What I mean by that is relating it to something like Zeno,
you show it doesn't go through, so show it never gets anywhere.

So, showing completeness results first, then makes
for that the student doesn't get left with the idea
of "give up", instead "get over it", or "get through it".

I.e. the idea is to make sure that there's completeness first,
then, to forestall the feeling locked in with absence of
free will or the conscious about it, instead, that incompleteness
is sort of framed as about "there's asymptotic freedom",
in a sense.

Either way it's sort of liberating "my Turing machine can compute"
or "the Turing machine can't compute me". Here the idea is to
make sure there's that "my Turing machine can compute", first,
then "the Turing machine can't compute me" doesn't result
"my Turing machine can't compute".


Framing these kinds of things in universals and the infinite
is sort of for "it's an open box", for the anxiety-prone of
the claustrophobic sort, vis-a-vis the agoraphobe, fear of
being closed in or wide-open spaces. I.e. for not offending
the sensibilities, is first for "here's the great part,
it's closed, out through the unbounded, each is closed",
you know, deterministic, then "here's the kicker: it's open",
so that then they can imagine it in the infinite.




(Here the subscripts are just to indicate the generator
and the instructions, about what populates the tape
then what reads the tape.)



(The, "epistemological antinomies" would probably relate
to "non-logical/properly-logical paradoxes" meaning
terms introduced above the logic, vis-a-vis "logical
paradoxes", what are just any of the usual sorts class/set
distinction issues like in set theory after expansion of
comprehension into quantifier disambiguation. Here for
example the UTM has the monad of its state, it's sort of
non-logical.)


I'm only a practicing sort of corp enterprise software
eng dev where UTM's are really academic, but formal languages
about automata more generally like state-machines are real
apropos, there are bounds, it's unbounded, then I usually
sort of describe things "survey, audit, gap", in terms of
"sensible, fungible, tractable". Got to know your "Big O".

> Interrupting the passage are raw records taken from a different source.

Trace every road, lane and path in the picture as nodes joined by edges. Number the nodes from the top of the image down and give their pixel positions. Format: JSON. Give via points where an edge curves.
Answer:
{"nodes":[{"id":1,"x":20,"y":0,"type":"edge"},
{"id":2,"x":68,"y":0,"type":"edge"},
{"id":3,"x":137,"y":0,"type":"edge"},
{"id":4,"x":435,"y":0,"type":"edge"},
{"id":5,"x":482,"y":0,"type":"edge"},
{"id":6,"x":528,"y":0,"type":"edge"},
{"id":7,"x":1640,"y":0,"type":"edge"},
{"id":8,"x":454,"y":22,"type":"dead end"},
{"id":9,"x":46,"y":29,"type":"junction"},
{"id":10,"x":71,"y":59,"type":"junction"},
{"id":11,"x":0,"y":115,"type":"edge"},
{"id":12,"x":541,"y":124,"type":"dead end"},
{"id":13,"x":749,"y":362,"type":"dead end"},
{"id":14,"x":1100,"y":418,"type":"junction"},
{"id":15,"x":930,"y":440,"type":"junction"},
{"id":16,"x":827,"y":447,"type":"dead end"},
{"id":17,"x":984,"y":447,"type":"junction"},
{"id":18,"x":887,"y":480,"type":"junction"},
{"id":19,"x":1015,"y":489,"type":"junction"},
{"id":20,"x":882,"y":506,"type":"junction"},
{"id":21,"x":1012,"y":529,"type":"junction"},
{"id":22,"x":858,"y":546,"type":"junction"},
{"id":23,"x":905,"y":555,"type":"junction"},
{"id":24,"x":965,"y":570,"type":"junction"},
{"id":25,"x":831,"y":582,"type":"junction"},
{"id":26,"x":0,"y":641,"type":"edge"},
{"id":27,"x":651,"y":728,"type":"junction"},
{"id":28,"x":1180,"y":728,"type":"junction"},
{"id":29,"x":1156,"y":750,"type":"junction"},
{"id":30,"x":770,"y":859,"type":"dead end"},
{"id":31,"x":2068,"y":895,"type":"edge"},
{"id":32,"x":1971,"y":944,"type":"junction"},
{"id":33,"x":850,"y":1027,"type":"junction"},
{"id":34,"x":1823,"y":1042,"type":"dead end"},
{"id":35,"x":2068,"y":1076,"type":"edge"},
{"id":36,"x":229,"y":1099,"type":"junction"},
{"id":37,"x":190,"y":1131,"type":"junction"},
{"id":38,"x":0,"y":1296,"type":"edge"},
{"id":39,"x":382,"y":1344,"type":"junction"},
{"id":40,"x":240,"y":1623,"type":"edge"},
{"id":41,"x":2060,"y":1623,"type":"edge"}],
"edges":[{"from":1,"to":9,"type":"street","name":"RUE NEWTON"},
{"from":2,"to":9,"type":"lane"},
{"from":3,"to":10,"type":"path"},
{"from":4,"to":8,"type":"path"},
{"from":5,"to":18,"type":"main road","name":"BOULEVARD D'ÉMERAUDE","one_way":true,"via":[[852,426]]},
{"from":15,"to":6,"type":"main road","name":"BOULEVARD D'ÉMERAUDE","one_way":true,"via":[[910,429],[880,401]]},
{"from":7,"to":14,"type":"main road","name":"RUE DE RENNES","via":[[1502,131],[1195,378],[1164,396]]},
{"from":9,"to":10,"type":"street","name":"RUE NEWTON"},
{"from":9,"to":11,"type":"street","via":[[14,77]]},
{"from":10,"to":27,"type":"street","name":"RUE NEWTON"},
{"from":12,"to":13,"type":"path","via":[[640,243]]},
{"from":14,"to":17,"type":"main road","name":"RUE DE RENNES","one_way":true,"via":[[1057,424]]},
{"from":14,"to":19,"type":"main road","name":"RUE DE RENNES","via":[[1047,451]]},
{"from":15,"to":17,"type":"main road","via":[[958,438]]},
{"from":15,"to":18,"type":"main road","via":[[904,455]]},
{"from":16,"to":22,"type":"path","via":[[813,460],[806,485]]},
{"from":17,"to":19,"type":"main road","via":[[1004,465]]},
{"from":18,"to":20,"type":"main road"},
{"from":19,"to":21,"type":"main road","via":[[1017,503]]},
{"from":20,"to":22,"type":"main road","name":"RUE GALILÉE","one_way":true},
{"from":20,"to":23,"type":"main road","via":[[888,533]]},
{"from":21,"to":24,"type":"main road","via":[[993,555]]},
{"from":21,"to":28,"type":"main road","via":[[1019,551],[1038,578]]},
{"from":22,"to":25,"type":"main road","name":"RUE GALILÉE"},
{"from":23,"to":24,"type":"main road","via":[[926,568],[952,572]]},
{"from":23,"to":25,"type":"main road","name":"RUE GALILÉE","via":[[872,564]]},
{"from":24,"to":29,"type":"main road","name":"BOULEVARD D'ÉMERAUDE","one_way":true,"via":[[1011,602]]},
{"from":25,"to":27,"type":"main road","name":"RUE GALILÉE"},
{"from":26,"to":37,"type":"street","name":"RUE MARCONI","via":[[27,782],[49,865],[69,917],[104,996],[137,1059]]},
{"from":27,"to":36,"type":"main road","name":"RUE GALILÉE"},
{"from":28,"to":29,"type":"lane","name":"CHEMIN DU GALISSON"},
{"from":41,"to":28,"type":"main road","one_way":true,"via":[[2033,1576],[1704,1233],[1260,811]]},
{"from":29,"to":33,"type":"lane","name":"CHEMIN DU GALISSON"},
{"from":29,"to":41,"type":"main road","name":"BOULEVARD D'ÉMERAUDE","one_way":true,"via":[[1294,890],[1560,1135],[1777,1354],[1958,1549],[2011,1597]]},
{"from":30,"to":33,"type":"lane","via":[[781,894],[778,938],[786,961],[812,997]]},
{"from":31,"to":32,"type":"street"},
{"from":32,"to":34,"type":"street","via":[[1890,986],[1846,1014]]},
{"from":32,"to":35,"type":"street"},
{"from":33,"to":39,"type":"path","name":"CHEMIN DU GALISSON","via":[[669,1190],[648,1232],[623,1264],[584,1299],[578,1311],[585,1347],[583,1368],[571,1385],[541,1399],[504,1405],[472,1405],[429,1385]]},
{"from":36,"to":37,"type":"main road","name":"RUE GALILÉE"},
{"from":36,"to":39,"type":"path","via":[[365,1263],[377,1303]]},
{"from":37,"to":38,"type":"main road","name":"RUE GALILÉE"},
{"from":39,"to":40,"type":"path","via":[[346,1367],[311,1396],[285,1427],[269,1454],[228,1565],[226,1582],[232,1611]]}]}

I studied foundations for thirty years though and sort of
have a combined approach about uncountability and logical
paradox, though. Like in my youtube videos or 10,000's posts
to sci.math I demand that there are at least three continuous
domains in mathematics, including line-reals [0,1], the
complete ordered field as field-reals, and signal-reals,
about the analytic construction, and their doubling/halving spaces.
So, I would probably explore that first, ..., Zeno you know.
Yet, that's my opinion.

Like "today we're going to talk Halting Problem or Entscheidungs,
Branching Problem. Does anybody not know Zeno? Has everybody
got that Goedel has complete arithmetic then incomplete arithmetic?
Cantor's Uncountability and the Diagonal or Anti-Diagonal?
Alright, since we already have bounded-tape Turing machines,
Halting Problem is about same as Goedel incompleteness."

Otherwise I'd just kind of leave that out. It's enrichment,
vis-a-vis formal languages, accepter/rejector, automata,
states, open/closed items, in time, these kinds of things.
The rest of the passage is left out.